Your answer must be the full set of entries, reproduced exactly.
■ ■ ■
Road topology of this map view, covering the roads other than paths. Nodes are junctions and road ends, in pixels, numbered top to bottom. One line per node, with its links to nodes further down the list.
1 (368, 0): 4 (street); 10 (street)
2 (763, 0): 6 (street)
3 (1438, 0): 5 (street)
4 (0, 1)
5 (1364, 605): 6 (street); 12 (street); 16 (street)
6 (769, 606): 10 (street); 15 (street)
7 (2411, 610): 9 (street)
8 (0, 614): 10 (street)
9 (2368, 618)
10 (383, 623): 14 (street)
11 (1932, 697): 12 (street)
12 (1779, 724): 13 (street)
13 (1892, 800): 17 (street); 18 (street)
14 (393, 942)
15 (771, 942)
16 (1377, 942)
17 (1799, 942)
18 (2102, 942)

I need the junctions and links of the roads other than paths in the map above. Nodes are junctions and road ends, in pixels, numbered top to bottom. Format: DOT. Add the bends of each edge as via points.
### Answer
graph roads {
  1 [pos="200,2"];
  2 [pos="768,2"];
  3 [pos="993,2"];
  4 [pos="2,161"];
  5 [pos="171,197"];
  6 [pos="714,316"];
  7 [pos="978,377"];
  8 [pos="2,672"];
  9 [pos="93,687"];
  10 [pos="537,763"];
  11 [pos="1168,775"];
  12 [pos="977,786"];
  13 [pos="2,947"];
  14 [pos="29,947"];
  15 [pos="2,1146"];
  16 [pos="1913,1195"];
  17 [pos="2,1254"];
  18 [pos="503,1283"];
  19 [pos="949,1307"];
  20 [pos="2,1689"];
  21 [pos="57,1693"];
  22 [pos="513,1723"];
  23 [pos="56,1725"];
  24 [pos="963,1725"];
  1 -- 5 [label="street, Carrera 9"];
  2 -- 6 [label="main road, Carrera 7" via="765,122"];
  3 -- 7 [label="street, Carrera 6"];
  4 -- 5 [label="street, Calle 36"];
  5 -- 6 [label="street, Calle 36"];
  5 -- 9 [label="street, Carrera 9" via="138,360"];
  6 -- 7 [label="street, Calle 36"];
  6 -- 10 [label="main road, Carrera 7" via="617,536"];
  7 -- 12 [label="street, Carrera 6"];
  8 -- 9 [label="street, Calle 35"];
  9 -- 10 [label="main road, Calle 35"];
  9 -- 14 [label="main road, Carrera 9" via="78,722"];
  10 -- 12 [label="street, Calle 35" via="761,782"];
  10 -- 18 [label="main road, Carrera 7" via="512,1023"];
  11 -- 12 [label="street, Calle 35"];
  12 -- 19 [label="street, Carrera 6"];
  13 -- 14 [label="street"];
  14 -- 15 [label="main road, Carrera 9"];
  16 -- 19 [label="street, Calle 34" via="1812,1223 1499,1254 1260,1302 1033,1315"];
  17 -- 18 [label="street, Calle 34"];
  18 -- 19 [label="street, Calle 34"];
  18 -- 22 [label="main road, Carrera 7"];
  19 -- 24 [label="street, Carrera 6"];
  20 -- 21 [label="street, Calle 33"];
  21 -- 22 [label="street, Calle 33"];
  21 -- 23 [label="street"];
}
■ ■ ■
ANSWER AREA>
Road topology of this map view, covering the roads other than paths. Nodes are junctions and road ends, in pixels, numbered top to bottom. One line per node, with its links to nodes further down the list.
1 (368, 0): 4 (street); 10 (street)
2 (763, 0): 6 (street)
3 (1438, 0): 5 (street)
4 (0, 1)
5 (1364, 605): 6 (street); 12 (street); 16 (street)
6 (769, 606): 10 (street); 15 (street)
7 (2411, 610): 9 (street)
8 (0, 614): 10 (street)
9 (2368, 618)
10 (383, 623): 14 (street)
11 (1932, 697): 12 (street)
12 (1779, 724): 13 (street)
13 (1892, 800): 17 (street); 18 (street)
14 (393, 942)
15 (771, 942)
16 (1377, 942)
17 (1799, 942)
18 (2102, 942)

I need the junctions and links of the roads other than paths in the map above. Nodes are junctions and road ends, in pixels, numbered top to bottom. Format: DOT. Add the bends of each edge as via points.
### Answer
graph roads {
  1 [pos="200,2"];
  2 [pos="768,2"];
  3 [pos="993,2"];
  4 [pos="2,161"];
  5 [pos="171,197"];
  6 [pos="714,316"];
  7 [pos="978,377"];
  8 [pos="2,672"];
  9 [pos="93,687"];
  10 [pos="537,763"];
  11 [pos="1168,775"];
  12 [pos="977,786"];
  13 [pos="2,947"];
  14 [pos="29,947"];
  15 [pos="2,1146"];
  16 [pos="1913,1195"];
  17 [pos="2,1254"];
  18 [pos="503,1283"];
  19 [pos="949,1307"];
  20 [pos="2,1689"];
  21 [pos="57,1693"];
  22 [pos="513,1723"];
  23 [pos="56,1725"];
  24 [pos="963,1725"];
  1 -- 5 [label="street, Carrera 9"];
  2 -- 6 [label="main road, Carrera 7" via="765,122"];
  3 -- 7 [label="street, Carrera 6"];
  4 -- 5 [label="street, Calle 36"];
  5 -- 6 [label="street, Calle 36"];
  5 -- 9 [label="street, Carrera 9" via="138,360"];
  6 -- 7 [label="street, Calle 36"];
  6 -- 10 [label="main road, Carrera 7" via="617,536"];
  7 -- 12 [label="street, Carrera 6"];
  8 -- 9 [label="street, Calle 35"];
  9 -- 10 [label="main road, Calle 35"];
  9 -- 14 [label="main road, Carrera 9" via="78,722"];
  10 -- 12 [label="street, Calle 35" via="761,782"];
  10 -- 18 [label="main road, Carrera 7" via="512,1023"];
  11 -- 12 [label="street, Calle 35"];
  12 -- 19 [label="street, Carrera 6"];
  13 -- 14 [label="street"];
  14 -- 15 [label="main road, Carrera 9"];
  16 -- 19 [label="street, Calle 34" via="1812,1223 1499,1254 1260,1302 1033,1315"];
  17 -- 18 [label="street, Calle 34"];
  18 -- 19 [label="street, Calle 34"];
  18 -- 22 [label="main road, Carrera 7"];
  19 -- 24 [label="street, Carrera 6"];
  20 -- 21 [label="street, Calle 33"];
  21 -- 22 [label="street, Calle 33"];
  21 -- 23 [label="street"];
}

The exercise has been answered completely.